WILKERSON: My response should be the same, initially, at least, that I used to give on the wargaming floor at the U.S. Naval War College when I’d ask one of my commanders or captains how things were going as he stared into his computer screen. And he would say, as planned. And I would say, wrong answer, commander, wrong answer, captain. Tell me if you’re accomplishing your mission. Things can be going according to your plan and your plan can be wrong. The question is: are you accomplishing your mission? Which in this case is to defeat the forces of the Islamic State in Iraq–at least that’s what are you talking about, Iraq, not Syria right now. So that would be my first question of the president, and I would admonish him that saying things are going according to plan is not saying very much.

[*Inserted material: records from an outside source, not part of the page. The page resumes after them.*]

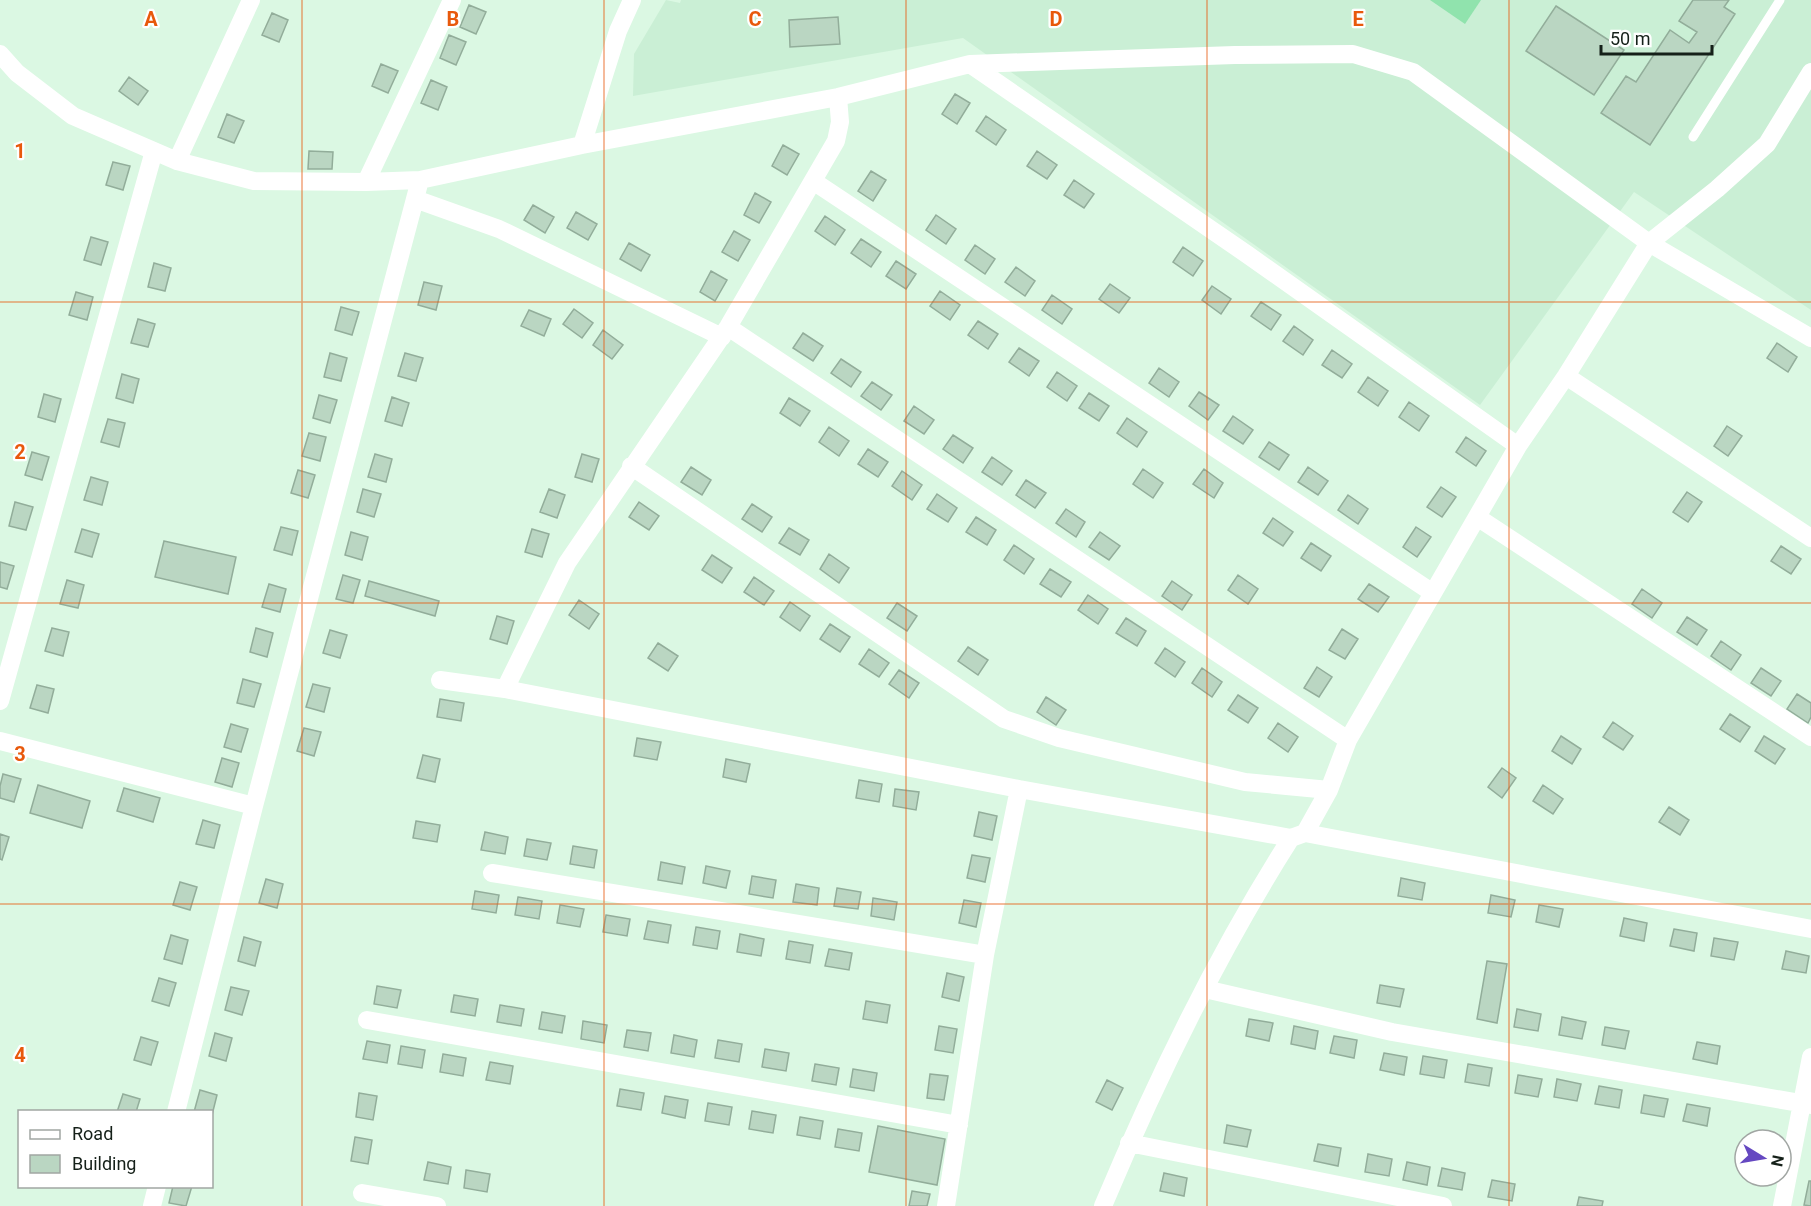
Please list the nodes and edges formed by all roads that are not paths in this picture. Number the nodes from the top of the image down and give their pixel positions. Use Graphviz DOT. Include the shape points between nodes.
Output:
graph roads {
  1 [pos="251,0"];
  2 [pos="452,0"];
  3 [pos="632,0"];
  4 [pos="1780,0"];
  5 [pos="0,54"];
  6 [pos="970,64"];
  7 [pos="1811,72"];
  8 [pos="838,96"];
  9 [pos="1693,137"];
  10 [pos="582,145"];
  11 [pos="154,151"];
  12 [pos="177,161"];
  13 [pos="420,180"];
  14 [pos="813,181"];
  15 [pos="366,182"];
  16 [pos="415,199"];
  17 [pos="1649,243"];
  18 [pos="725,332"];
  19 [pos="1811,338"];
  20 [pos="1566,376"];
  21 [pos="1518,446"];
  22 [pos="632,466"];
  23 [pos="1477,517"];
  24 [pos="1811,538"];
  25 [pos="1433,593"];
  26 [pos="440,680"];
  27 [pos="505,689"];
  28 [pos="0,701"];
  29 [pos="1811,736"];
  30 [pos="1348,740"];
  31 [pos="0,741"];
  32 [pos="1019,789"];
  33 [pos="1329,790"];
  34 [pos="254,806"];
  35 [pos="1298,836"];
  36 [pos="492,873"];
  37 [pos="1811,929"];
  38 [pos="985,955"];
  39 [pos="1205,989"];
  40 [pos="367,1020"];
  41 [pos="1811,1057"];
  42 [pos="1806,1105"];
  43 [pos="177,1110"];
  44 [pos="959,1125"];
  45 [pos="1129,1143"];
  46 [pos="156,1188"];
  47 [pos="362,1193"];
  48 [pos="152,1206"];
  49 [pos="436,1206"];
  50 [pos="946,1206"];
  51 [pos="1103,1206"];
  52 [pos="1443,1206"];
  53 [pos="1782,1206"];
  1 -- 12 [label="street"];
  2 -- 15 [label="street"];
  3 -- 10 [label="street" via="618,31"];
  4 -- 9 [label="lane"];
  5 -- 11 [label="street" via="17,73 74,116"];
  6 -- 8 [label="street"];
  6 -- 17 [label="street" via="1353,54 1413,72"];
  6 -- 21 [label="street"];
  7 -- 17 [label="street" via="1767,144"];
  8 -- 10 [label="street"];
  8 -- 14 [label="street" via="840,122 836,141"];
  10 -- 13 [label="street"];
  11 -- 12 [label="street"];
  11 -- 28 [label="street"];
  12 -- 15 [label="street" via="254,182"];
  13 -- 15 [label="street"];
  13 -- 16 [label="street"];
  14 -- 18 [label="street"];
  14 -- 25 [label="street"];
  16 -- 18 [label="street" via="499,229"];
  16 -- 34 [label="street"];
  17 -- 19 [label="street"];
  17 -- 20 [label="street"];
  18 -- 22 [label="street"];
  18 -- 30 [label="street"];
  20 -- 21 [label="street"];
  20 -- 24 [label="street"];
  21 -- 23 [label="street"];
  22 -- 27 [label="street" via="567,563"];
  22 -- 33 [label="street" via="1004,719 1059,738 1245,782"];
  23 -- 25 [label="street"];
  23 -- 29 [label="street"];
  25 -- 30 [label="street"];
  26 -- 27 [label="street"];
  27 -- 32 [label="street"];
  30 -- 33 [label="street"];
  31 -- 34 [label="street"];
  32 -- 35 [label="street"];
  32 -- 38 [label="street"];
  33 -- 35 [label="street"];
  34 -- 43 [label="street"];
  35 -- 37 [label="street"];
  35 -- 39 [label="street"];
  36 -- 38 [label="street"];
  38 -- 44 [label="street"];
  39 -- 42 [label="street" via="1392,1032"];
  39 -- 45 [label="street"];
  40 -- 44 [label="street"];
  41 -- 42 [label="street"];
  42 -- 53 [label="street"];
  44 -- 50 [label="street"];
  45 -- 51 [label="street"];
  45 -- 52 [label="street"];
  46 -- 48 [label="street"];
  47 -- 49 [label="street"];
}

The second thing I would do is question that things are going well, that is to say, that the mission is indeed being accomplished. But I’d hasten to add that not enough time has passed for us to judge that yet. I think from what has happened and the time that has passed I can judge that we seem to be accomplishing a mission in terms of limiting the effect of the Islamic State forces in Iraq and beginning to at least tell them, show them that they can’t just operate with impunity. And while we’re doing that basically with air power, we’re trying to do the other things that we need to do that eventually will be necessary if we’re to kick them out of Iraq or defeat them decisively. So I don’t think enough time has passed to judge whether the president’s proper response, are we accomplishing the mission, is valid or not.

WORONCZUK: Okay. And in the interview, Obama also described what the role of the 1,500 advisers would be. Let’s take a look at that.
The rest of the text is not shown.